++++ Material provided
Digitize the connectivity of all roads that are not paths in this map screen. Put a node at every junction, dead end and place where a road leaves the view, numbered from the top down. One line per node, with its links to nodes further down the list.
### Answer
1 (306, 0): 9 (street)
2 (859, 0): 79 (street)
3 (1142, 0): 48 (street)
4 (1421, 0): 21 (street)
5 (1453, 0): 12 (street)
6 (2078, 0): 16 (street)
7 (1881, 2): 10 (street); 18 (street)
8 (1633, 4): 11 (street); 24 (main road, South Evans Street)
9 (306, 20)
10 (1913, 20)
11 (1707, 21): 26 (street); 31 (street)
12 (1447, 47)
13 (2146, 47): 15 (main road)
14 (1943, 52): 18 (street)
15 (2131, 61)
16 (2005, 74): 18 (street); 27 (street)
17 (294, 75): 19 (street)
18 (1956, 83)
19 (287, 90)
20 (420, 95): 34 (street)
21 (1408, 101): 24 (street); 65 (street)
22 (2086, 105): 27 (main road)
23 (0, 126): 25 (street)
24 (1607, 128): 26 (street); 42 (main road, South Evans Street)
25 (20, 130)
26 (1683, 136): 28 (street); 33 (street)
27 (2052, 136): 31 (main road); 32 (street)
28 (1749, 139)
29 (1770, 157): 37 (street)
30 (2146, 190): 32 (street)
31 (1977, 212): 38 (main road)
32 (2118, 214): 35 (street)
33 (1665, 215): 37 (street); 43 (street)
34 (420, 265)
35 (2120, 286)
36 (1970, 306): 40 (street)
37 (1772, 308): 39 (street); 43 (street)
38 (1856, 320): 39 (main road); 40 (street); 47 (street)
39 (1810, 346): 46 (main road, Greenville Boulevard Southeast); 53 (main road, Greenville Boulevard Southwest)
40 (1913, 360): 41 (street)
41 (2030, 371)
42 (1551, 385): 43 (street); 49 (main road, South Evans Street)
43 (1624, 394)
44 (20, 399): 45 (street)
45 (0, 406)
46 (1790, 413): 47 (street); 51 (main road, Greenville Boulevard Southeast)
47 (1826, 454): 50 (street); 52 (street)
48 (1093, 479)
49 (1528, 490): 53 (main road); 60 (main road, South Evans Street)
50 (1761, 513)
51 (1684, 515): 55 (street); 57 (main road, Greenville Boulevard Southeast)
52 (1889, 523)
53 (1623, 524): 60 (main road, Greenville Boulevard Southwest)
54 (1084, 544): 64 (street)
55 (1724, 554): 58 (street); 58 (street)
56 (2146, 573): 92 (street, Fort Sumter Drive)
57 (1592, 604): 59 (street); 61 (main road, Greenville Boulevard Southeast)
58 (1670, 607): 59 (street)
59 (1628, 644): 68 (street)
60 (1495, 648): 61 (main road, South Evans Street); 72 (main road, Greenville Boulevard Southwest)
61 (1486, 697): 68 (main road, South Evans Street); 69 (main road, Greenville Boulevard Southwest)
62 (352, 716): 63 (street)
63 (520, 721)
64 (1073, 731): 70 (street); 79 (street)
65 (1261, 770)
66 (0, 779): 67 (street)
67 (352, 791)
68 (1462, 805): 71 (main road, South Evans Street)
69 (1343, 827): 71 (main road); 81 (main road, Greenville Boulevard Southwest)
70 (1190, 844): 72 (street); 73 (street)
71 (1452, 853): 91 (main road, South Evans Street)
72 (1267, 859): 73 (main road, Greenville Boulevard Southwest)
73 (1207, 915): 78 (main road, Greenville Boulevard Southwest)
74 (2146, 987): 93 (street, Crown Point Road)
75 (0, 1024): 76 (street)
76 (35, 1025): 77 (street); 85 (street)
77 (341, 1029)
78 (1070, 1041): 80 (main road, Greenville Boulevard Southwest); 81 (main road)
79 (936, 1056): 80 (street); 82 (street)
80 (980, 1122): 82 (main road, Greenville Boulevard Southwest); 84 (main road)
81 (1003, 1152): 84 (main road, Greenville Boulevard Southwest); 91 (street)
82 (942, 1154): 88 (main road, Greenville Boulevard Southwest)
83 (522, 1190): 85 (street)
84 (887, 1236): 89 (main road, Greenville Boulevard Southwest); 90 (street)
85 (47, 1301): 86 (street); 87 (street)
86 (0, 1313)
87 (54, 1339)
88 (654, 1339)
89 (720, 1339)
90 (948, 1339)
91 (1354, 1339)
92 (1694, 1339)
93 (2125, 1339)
++++++++
● **What to do**
Reply with the complete data above, every character as it stands.

● **Task solution**
Digitize the connectivity of all roads that are not paths in this map screen. Put a node at every junction, dead end and place where a road leaves the view, numbered from the top down. One line per node, with its links to nodes further down the list.
### Answer
1 (306, 0): 9 (street)
2 (859, 0): 79 (street)
3 (1142, 0): 48 (street)
4 (1421, 0): 21 (street)
5 (1453, 0): 12 (street)
6 (2078, 0): 16 (street)
7 (1881, 2): 10 (street); 18 (street)
8 (1633, 4): 11 (street); 24 (main road, South Evans Street)
9 (306, 20)
10 (1913, 20)
11 (1707, 21): 26 (street); 31 (street)
12 (1447, 47)
13 (2146, 47): 15 (main road)
14 (1943, 52): 18 (street)
15 (2131, 61)
16 (2005, 74): 18 (street); 27 (street)
17 (294, 75): 19 (street)
18 (1956, 83)
19 (287, 90)
20 (420, 95): 34 (street)
21 (1408, 101): 24 (street); 65 (street)
22 (2086, 105): 27 (main road)
23 (0, 126): 25 (street)
24 (1607, 128): 26 (street); 42 (main road, South Evans Street)
25 (20, 130)
26 (1683, 136): 28 (street); 33 (street)
27 (2052, 136): 31 (main road); 32 (street)
28 (1749, 139)
29 (1770, 157): 37 (street)
30 (2146, 190): 32 (street)
31 (1977, 212): 38 (main road)
32 (2118, 214): 35 (street)
33 (1665, 215): 37 (street); 43 (street)
34 (420, 265)
35 (2120, 286)
36 (1970, 306): 40 (street)
37 (1772, 308): 39 (street); 43 (street)
38 (1856, 320): 39 (main road); 40 (street); 47 (street)
39 (1810, 346): 46 (main road, Greenville Boulevard Southeast); 53 (main road, Greenville Boulevard Southwest)
40 (1913, 360): 41 (street)
41 (2030, 371)
42 (1551, 385): 43 (street); 49 (main road, South Evans Street)
43 (1624, 394)
44 (20, 399): 45 (street)
45 (0, 406)
46 (1790, 413): 47 (street); 51 (main road, Greenville Boulevard Southeast)
47 (1826, 454): 50 (street); 52 (street)
48 (1093, 479)
49 (1528, 490): 53 (main road); 60 (main road, South Evans Street)
50 (1761, 513)
51 (1684, 515): 55 (street); 57 (main road, Greenville Boulevard Southeast)
52 (1889, 523)
53 (1623, 524): 60 (main road, Greenville Boulevard Southwest)
54 (1084, 544): 64 (street)
55 (1724, 554): 58 (street); 58 (street)
56 (2146, 573): 92 (street, Fort Sumter Drive)
57 (1592, 604): 59 (street); 61 (main road, Greenville Boulevard Southeast)
58 (1670, 607): 59 (street)
59 (1628, 644): 68 (street)
60 (1495, 648): 61 (main road, South Evans Street); 72 (main road, Greenville Boulevard Southwest)
61 (1486, 697): 68 (main road, South Evans Street); 69 (main road, Greenville Boulevard Southwest)
62 (352, 716): 63 (street)
63 (520, 721)
64 (1073, 731): 70 (street); 79 (street)
65 (1261, 770)
66 (0, 779): 67 (street)
67 (352, 791)
68 (1462, 805): 71 (main road, South Evans Street)
69 (1343, 827): 71 (main road); 81 (main road, Greenville Boulevard Southwest)
70 (1190, 844): 72 (street); 73 (street)
71 (1452, 853): 91 (main road, South Evans Street)
72 (1267, 859): 73 (main road, Greenville Boulevard Southwest)
73 (1207, 915): 78 (main road, Greenville Boulevard Southwest)
74 (2146, 987): 93 (street, Crown Point Road)
75 (0, 1024): 76 (street)
76 (35, 1025): 77 (street); 85 (street)
77 (341, 1029)
78 (1070, 1041): 80 (main road, Greenville Boulevard Southwest); 81 (main road)
79 (936, 1056): 80 (street); 82 (street)
80 (980, 1122): 82 (main road, Greenville Boulevard Southwest); 84 (main road)
81 (1003, 1152): 84 (main road, Greenville Boulevard Southwest); 91 (street)
82 (942, 1154): 88 (main road, Greenville Boulevard Southwest)
83 (522, 1190): 85 (street)
84 (887, 1236): 89 (main road, Greenville Boulevard Southwest); 90 (street)
85 (47, 1301): 86 (street); 87 (street)
86 (0, 1313)
87 (54, 1339)
88 (654, 1339)
89 (720, 1339)
90 (948, 1339)
91 (1354, 1339)
92 (1694, 1339)
93 (2125, 1339)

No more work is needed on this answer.